Friday, 21 September 2012

Birds and bullets

Two (brief) reviews for the price of one!

Nineteen-year-old Billy Lynn and his squad, the Bravos, have returned as national heroes from active duty in Iraq. As they tour the US, everybody wants a piece of them – ironically, preventing them from fulfilling another cherished American image and spending more time with their families before returning to war. This novel covers a day in Billy’s life as he and the Bravos attend a Dallas Cowboys football game, form part of the entertainment at half-time, chat up cheerleaders, drink whiskey and coke and try to sell the rights to their stories to a major Hollywood producer. In this surreal pause in Billy’s life before he returns to combat, he is given the chance to reflect on the disconnect between his own experiences and the way the American public sees him.

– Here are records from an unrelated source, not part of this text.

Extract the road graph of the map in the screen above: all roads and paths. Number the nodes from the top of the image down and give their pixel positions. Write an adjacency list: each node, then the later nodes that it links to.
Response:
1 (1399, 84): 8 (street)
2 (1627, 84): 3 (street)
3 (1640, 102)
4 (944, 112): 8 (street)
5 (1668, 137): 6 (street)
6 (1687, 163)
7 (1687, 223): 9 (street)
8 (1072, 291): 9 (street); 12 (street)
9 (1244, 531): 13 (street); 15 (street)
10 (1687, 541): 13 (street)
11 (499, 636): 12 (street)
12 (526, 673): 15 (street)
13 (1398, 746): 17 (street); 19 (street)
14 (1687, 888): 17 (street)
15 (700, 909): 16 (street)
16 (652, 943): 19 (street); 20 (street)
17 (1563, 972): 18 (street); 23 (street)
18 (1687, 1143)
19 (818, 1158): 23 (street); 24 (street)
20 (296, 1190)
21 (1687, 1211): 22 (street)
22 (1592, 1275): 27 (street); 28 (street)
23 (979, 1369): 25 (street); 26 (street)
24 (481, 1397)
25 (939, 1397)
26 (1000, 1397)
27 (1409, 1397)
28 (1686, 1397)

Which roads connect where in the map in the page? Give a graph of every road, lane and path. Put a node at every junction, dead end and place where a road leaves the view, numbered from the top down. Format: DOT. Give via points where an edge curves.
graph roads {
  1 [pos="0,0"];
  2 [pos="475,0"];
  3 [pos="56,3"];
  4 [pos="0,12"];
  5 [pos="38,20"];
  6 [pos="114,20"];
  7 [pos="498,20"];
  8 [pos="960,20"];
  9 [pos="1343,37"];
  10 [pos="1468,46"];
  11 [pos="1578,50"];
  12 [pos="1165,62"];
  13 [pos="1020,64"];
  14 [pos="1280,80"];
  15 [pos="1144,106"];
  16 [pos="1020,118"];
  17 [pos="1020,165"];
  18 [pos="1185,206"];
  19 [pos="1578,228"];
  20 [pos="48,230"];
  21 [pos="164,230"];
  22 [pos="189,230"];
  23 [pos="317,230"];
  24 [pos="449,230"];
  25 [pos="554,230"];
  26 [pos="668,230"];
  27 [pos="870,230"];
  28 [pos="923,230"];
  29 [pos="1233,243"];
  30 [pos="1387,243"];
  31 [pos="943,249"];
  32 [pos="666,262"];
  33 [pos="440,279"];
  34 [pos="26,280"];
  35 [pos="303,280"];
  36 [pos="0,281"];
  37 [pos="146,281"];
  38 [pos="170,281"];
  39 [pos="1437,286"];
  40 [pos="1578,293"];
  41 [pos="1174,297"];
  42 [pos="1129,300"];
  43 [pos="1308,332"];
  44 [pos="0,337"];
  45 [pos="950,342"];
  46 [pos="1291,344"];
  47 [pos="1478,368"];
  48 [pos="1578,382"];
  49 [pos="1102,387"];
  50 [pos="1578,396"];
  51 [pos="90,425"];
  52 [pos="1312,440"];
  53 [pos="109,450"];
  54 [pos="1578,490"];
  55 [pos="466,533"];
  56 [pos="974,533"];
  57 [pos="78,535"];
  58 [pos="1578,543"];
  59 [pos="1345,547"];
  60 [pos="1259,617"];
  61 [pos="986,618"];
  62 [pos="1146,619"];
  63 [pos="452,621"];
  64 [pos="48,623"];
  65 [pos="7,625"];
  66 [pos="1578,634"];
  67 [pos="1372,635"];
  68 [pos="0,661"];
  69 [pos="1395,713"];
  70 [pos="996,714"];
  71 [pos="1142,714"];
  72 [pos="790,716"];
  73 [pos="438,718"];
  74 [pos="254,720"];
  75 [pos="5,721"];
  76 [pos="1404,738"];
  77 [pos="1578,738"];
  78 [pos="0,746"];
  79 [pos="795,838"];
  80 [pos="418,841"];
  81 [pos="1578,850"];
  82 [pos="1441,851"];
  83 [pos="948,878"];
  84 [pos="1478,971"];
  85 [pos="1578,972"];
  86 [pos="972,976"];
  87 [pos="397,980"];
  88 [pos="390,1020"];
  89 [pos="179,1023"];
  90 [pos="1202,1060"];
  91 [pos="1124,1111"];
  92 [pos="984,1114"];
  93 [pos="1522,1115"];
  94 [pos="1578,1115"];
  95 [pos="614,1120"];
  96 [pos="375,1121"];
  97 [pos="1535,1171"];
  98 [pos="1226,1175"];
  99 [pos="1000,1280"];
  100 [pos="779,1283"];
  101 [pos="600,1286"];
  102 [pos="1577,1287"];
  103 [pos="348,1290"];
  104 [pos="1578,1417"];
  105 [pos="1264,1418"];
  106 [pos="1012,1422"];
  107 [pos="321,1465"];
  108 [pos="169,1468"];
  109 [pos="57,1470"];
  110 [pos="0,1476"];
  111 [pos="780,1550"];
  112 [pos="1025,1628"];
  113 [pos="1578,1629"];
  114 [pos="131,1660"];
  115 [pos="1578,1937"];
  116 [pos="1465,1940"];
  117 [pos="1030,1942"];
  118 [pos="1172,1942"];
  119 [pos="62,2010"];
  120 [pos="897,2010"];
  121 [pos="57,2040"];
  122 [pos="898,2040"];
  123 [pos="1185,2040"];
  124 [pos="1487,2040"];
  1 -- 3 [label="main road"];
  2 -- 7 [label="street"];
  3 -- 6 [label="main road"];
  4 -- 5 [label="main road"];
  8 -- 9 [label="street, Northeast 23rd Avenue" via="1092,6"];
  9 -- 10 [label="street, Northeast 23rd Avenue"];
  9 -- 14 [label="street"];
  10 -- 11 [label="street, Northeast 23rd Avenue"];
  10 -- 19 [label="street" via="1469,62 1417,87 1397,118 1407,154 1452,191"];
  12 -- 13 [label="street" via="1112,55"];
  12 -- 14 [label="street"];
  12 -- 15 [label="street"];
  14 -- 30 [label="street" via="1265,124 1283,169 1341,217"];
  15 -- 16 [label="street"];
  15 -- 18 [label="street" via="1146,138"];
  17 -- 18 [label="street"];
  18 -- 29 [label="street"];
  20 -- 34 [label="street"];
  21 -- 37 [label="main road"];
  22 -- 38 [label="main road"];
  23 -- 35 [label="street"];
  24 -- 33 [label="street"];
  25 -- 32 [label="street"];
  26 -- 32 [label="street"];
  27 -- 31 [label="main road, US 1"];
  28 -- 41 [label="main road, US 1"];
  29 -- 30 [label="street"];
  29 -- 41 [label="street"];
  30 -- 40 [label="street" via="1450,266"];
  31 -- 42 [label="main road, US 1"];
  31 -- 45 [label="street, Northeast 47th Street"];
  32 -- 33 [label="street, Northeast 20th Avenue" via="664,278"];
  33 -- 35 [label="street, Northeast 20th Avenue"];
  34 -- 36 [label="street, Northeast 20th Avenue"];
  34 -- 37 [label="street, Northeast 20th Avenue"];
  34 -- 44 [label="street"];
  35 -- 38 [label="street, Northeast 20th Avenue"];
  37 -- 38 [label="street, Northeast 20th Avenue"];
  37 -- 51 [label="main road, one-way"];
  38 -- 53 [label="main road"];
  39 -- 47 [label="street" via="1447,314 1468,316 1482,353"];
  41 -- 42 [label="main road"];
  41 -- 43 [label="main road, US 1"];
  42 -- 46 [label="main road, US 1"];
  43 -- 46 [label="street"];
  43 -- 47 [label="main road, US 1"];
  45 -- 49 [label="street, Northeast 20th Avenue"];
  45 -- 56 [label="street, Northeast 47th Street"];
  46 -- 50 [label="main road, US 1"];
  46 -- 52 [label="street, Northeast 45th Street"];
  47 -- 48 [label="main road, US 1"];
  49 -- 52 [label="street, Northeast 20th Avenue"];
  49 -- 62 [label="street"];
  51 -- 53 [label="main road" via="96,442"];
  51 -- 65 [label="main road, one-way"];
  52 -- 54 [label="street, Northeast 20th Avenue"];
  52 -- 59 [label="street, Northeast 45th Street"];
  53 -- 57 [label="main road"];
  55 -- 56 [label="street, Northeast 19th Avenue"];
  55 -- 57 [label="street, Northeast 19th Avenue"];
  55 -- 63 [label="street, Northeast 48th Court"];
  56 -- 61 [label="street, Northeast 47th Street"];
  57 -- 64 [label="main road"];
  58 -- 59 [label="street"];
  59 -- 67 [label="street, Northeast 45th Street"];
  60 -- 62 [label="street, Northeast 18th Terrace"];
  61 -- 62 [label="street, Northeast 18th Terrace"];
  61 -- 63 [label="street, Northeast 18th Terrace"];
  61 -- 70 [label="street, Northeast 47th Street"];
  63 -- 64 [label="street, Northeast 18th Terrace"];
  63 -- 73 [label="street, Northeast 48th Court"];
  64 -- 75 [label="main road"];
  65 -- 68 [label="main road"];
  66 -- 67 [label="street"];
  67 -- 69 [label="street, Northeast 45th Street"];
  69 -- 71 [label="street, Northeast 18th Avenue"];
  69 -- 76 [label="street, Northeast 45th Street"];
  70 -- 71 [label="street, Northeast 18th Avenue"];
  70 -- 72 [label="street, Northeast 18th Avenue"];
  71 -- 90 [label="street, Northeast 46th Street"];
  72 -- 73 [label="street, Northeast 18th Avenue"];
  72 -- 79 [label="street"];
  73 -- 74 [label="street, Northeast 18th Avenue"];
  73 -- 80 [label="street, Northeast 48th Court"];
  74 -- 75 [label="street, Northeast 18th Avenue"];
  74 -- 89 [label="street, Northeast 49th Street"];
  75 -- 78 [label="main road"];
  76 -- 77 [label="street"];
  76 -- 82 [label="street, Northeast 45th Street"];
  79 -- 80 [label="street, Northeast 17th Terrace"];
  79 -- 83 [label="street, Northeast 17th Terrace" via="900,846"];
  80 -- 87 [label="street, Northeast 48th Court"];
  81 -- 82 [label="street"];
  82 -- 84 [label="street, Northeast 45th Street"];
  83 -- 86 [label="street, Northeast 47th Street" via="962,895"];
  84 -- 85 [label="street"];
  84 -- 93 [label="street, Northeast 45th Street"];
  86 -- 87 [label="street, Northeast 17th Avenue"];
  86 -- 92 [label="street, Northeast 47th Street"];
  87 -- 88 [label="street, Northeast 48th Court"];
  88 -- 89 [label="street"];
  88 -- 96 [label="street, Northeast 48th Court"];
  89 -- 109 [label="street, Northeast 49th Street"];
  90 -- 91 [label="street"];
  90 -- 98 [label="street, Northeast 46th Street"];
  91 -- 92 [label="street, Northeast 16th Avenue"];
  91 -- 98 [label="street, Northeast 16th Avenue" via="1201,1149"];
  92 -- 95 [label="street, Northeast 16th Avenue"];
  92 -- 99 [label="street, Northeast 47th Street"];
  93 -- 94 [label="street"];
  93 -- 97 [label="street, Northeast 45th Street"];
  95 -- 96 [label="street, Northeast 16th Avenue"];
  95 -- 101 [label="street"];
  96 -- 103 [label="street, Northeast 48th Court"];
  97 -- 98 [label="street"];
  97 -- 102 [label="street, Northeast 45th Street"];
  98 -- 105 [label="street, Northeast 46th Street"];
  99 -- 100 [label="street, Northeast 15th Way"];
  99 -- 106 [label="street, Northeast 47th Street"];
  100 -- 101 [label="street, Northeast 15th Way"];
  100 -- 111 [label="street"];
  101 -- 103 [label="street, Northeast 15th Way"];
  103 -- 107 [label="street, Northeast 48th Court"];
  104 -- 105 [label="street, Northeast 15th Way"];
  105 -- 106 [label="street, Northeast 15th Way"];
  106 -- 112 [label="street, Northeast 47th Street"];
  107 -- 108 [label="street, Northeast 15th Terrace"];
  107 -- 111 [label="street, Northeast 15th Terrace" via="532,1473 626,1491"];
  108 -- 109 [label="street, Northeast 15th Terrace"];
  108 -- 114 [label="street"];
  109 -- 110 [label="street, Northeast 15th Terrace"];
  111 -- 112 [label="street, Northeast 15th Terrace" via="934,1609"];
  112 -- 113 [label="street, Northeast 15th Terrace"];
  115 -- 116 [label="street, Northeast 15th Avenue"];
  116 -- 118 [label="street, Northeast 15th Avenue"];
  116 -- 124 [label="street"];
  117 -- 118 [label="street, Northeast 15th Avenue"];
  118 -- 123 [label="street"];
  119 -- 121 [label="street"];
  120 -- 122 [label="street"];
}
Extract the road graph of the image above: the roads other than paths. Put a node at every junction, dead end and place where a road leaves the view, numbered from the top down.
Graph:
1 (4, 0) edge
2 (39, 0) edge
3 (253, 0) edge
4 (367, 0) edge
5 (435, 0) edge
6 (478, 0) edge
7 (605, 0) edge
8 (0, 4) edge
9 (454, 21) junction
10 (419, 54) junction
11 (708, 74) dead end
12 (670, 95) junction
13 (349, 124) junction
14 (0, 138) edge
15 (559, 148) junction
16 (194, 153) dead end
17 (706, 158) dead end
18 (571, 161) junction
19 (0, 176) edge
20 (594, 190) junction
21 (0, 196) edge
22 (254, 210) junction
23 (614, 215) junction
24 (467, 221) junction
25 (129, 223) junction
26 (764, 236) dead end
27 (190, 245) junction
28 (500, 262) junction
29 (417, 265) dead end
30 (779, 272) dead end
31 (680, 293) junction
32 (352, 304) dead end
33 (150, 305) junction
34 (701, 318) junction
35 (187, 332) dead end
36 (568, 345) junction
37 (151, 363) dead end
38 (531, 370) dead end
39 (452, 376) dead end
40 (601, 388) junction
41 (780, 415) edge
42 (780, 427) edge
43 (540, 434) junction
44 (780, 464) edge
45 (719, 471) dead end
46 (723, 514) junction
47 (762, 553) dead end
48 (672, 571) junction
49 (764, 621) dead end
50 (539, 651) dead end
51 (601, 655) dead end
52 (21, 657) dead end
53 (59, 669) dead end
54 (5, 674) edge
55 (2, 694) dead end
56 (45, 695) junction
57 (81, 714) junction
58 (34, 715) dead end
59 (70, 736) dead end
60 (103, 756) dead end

Billy is an instantly sympathetic character, and it is through his eyes that Ben Fountain is able to convey the sheer weirdness of a certain type of American world-view. The comparison that most obviously strikes the reader is the contrast between the lower-class, badly paid, struggling soldiers, and the pampered, wealthy football players, who play out a mock type of battle without ever actually risking their lives. There’s also the Hollywood version of war that the producer is trying to promote through his fictionalisation of the Bravos’ story. However, through a couple of stylistic tricks that are never overused, Fountain conveys the impact of this experience on Billy. When fans bombard him with meaningless works like ‘nina leven’ and ‘curraj’, they scatter around the page like formless poetry. Billy isn’t stupid – indeed, his thought processes are, if anything, almost too complex and all-encompassing to be believable – but he’s simply unable to digest these crazy experiences.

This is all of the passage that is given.